But let's be honest. It has...issues.
In the eight years since Robin and I moved here, we've seen and experienced all kinds of chaos. We've seen women getting punched in the street outside our house and had men come to our house in the middle of the night to try to get money to pay off drug dealers who are waiting in their car by the curb. We've seen our friends have their homes invaded and burglarized (and one eighty year old man beaten), ministry partners robbed at gunpoint, gunfights between feuding neighbors, and more vandalism and domestic violence than you can shake a non-emergency police call at.
I suppose this is why many who love us were so concerned when we decided to have children and raise them here:
"Do you know the dangers they'll face?!"
"Do you know the things they'll hear from other kids?!"
"Do you realize what the chaos is like in the South Bend Public Schools?!"
"Get them out of there!"
To be honest, I was concerned myself as well. In one trip to the park, we heard a group of boys (who had to be 8 years old or so) talking about how they were going to get as many girls pregnant as possible someday. Another young boy was following a little girl around with hip thrusts in her direction. Is this the right environment for my precious angels?!

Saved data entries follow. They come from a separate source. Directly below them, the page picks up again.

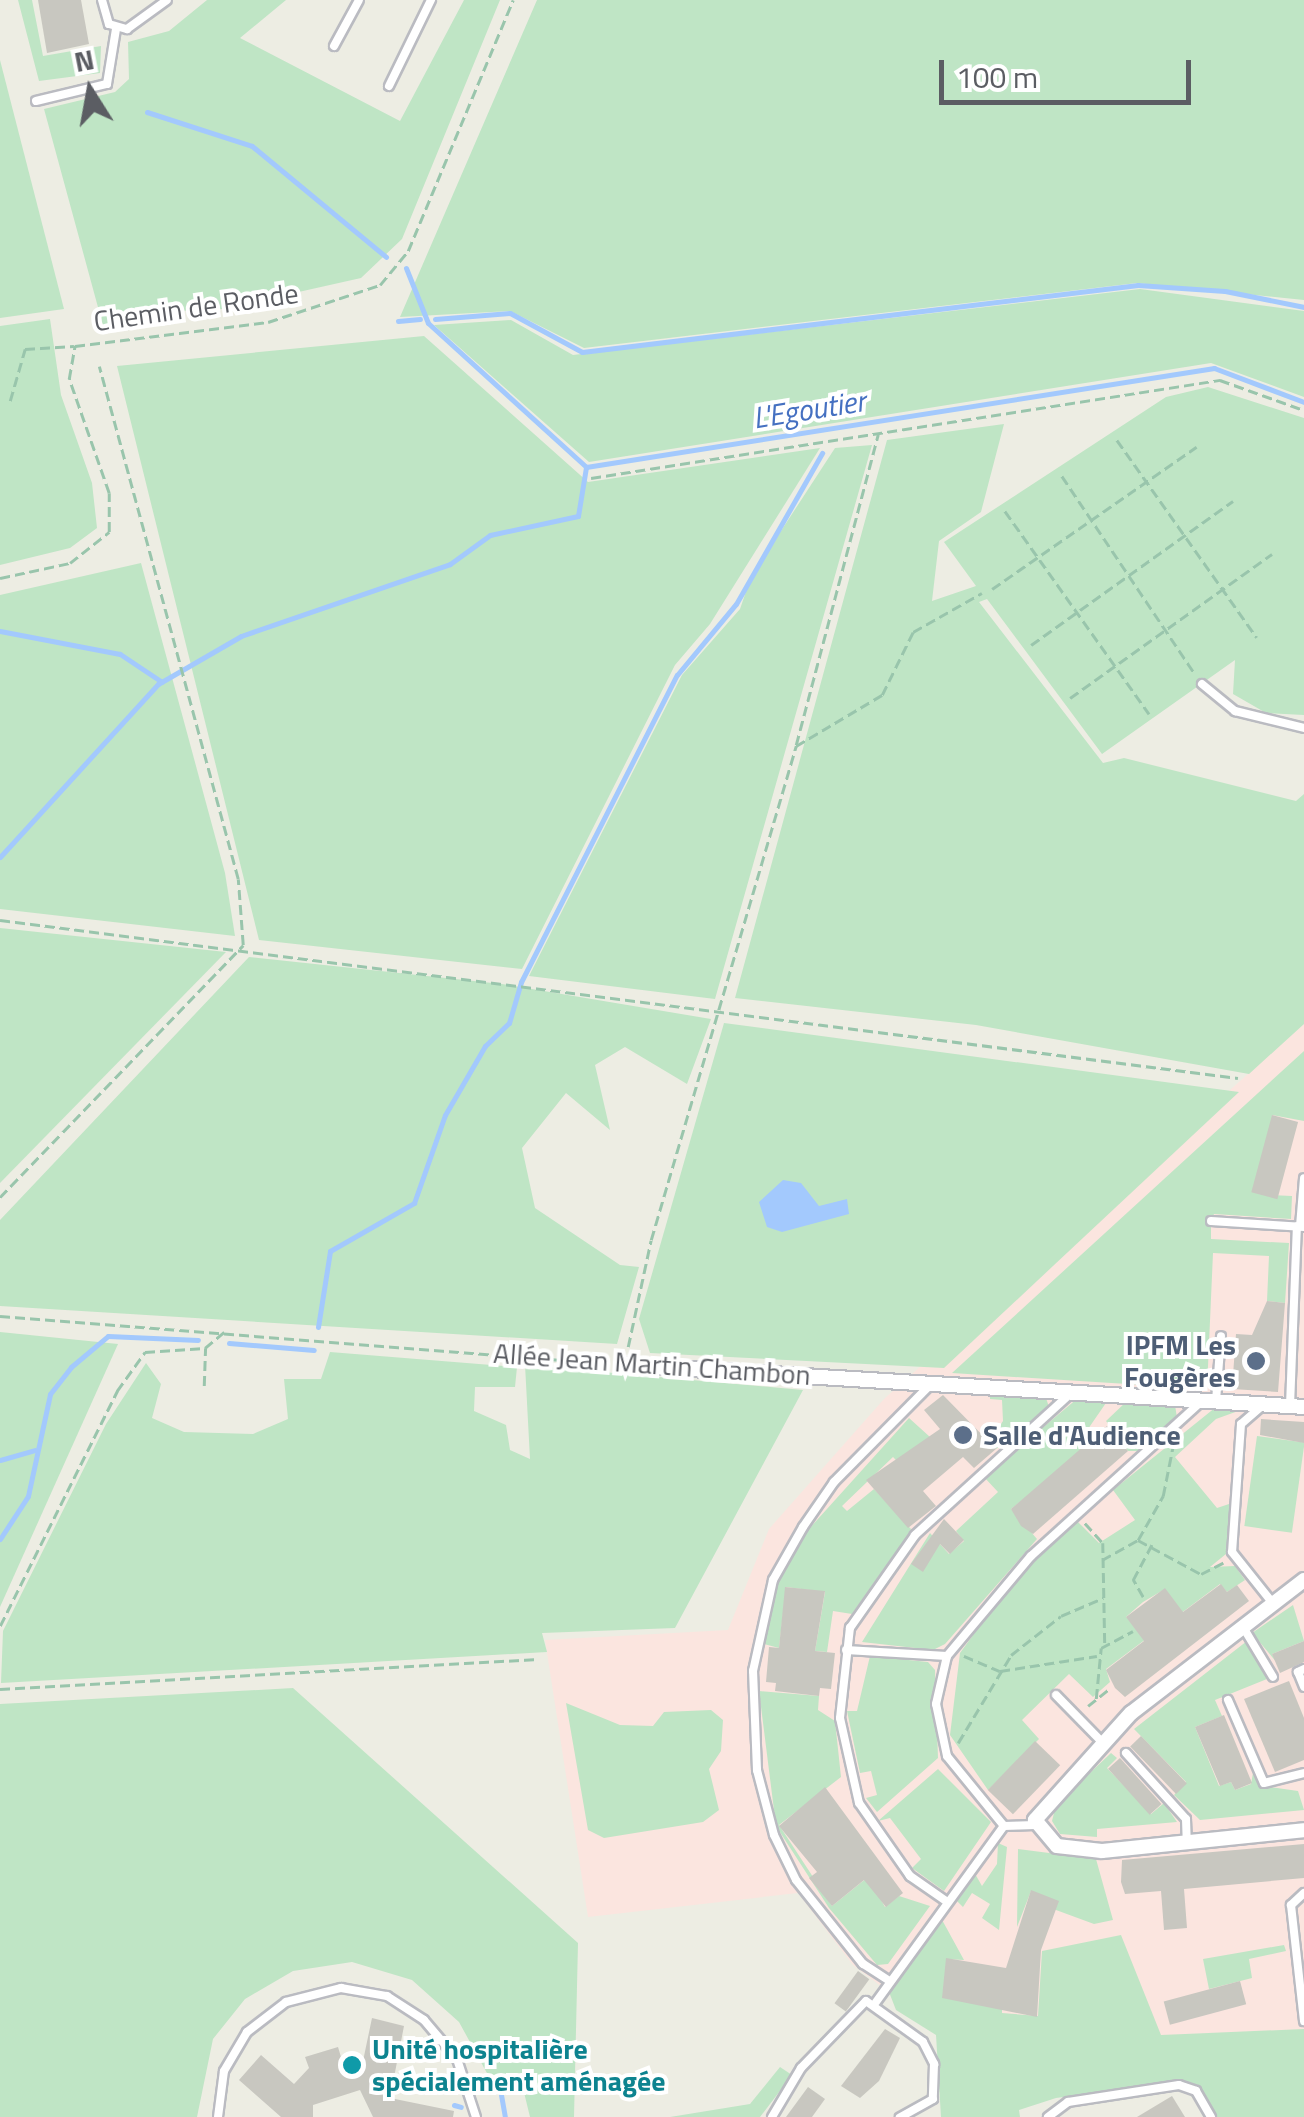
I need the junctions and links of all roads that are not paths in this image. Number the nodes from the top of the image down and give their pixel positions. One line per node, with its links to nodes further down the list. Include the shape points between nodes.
1 (102, 0): 5 (lane)
2 (167, 0): 5 (lane, via 137,25)
3 (359, 0): 6 (lane)
4 (429, 1): 7 (lane)
5 (116, 29): 8 (lane, via 107,84)
6 (334, 46)
7 (389, 86)
8 (36, 101)
9 (1202, 684): 10 (lane, via 1235,710)
10 (1304, 728)
11 (1304, 1178): 13 (lane)
12 (1212, 1221): 13 (lane)
13 (1300, 1226): 20 (lane)
14 (1221, 1336): 18 (lane)
15 (626, 1365): 16 (street, Allée Jean Martin Chambon)
16 (935, 1381): 17 (street, Allée Jean Martin Chambon); 40 (lane, via 834,1482 802,1527 773,1580 753,1670 756,1770 774,1835 796,1880 863,1964)
17 (1073, 1392): 18 (street, Allée Jean Martin Chambon); 24 (lane, via 914,1535 850,1628)
18 (1209, 1401): 19 (street, Allée Jean Martin Chambon); 25 (lane, via 976,1612)
19 (1264, 1404): 20 (street, Allée Jean Martin Chambon); 22 (lane, via 1241,1424 1236,1557)
20 (1297, 1406)
21 (1304, 1580): 22 (street)
22 (1272, 1600): 23 (street)
23 (1241, 1623): 27 (lane); 31 (street)
24 (846, 1650): 25 (lane); 39 (lane, via 840,1718 859,1803 910,1876)
25 (947, 1656): 35 (lane, via 936,1704 947,1756)
26 (1304, 1669): 28 (lane, via 1298,1672)
27 (1273, 1677)
28 (1304, 1687)
29 (1056, 1695): 31 (lane)
30 (1228, 1700): 33 (lane, via 1264,1783)
31 (1102, 1743): 34 (street, via 1038,1812)
32 (1126, 1754): 37 (lane, via 1186,1819)
33 (1304, 1774)
34 (1036, 1825): 35 (lane); 37 (street, via 1070,1850)
35 (1004, 1826): 39 (lane)
36 (1304, 1830): 37 (street)
37 (1188, 1842)
38 (1304, 1893): 42 (lane, via 1291,1905)
39 (946, 1902): 40 (lane)
40 (888, 1980): 41 (lane)
41 (876, 2002): 45 (lane, via 860,2004 801,2068); 46 (lane, via 923,2042 934,2064 934,2099)
42 (1304, 2021)
43 (218, 2117): 44 (lane, via 224,2070 247,2032 286,2002 340,1988 387,1996 424,2020 457,2059)
44 (476, 2117)
45 (772, 2117)
46 (900, 2117)
47 (1048, 2117): 48 (lane, via 1068,2102 1179,2086 1196,2091)
48 (1212, 2117)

And then one day a group of friends from our community took a trip to visit an urban ministry in Chicago and had a long talk with a veteran urban ministry leader. We asked him about his thoughts on raising kids in the city (as he has raised many of his own there). His thoughts have stuck with me today and proved itself true already:
"I would prefer to raise my kids in the 'hood. In the 'hood, kids can clearly see right and wrong played out before their eyes, with the consequences clear. Violence causes problems. Drug use ruins lives. Mean words tear apart families. In the rest of society, the problems and sin still exist, they're just decorated and hidden. Those problems are harder for kids to see and easier for them to unknowingly inherit."And he's right.
Where I grew up in the suburbs, sin was like carbon monoxide. You couldn't see it, couldn't smell it, so you didn't know to avoid it, but it still had the same drastic consequences. No, there wasn't rampant drug use, violence, or domestic abuse, but there was materialism, arrogance, vanity, and (worst of all) this feeling like everything would be okay with or without God.
Not so in the 'hood. People are real. You see the good and the bad. It's all very clear, right there before you. There isn't the hiding. There isn't the makeup.
Last year, a woman burst through the front door of our home and into our entryway unannounced, fleeing an abusive boyfriend, only to see him follow her inside and beat her in our front room. Meanwhile, our two young girls were upstairs ready for bed, anxious as they listened to the angry man and the screaming woman. Needless to say, they asked a lot of questions that night.
We were able to tell them about sin and the pain it causes in our lives. We told them about relying on God and how He won't ever hurt you like others might. And we shared about trusting God to care for us when we are afraid.
My belief is that our kids will be better off for these experiences. I want them to grow up seeing their need to depend on God daily; knowing that God is the one who gives life and keeps us from despair.
Additionally, there are so many great lessons we can learn from my neighbors that were never a part of the suburban culture. People in my neighborhood look out for each other. In the midst of the pain and difficulty of life, I've seen so many rise to levels of grace and kindness that I'm not used to seeing. I've seen mothers, struggling to provide for their own children, take in another child of a friend who is hurting. I've seen the poor offer the little money they have to a relative in need. I've seen families living in already cramped housing take in entire other families who just needed a place to stay.
So yeah, my neighborhood has issues. The truth is, we all do. But in the 'hood, at least you know what they are.
And I would prefer my kids be able to see clearly the choices set before them.
I'm not sure I could raise them in the suburbs. It's too risky.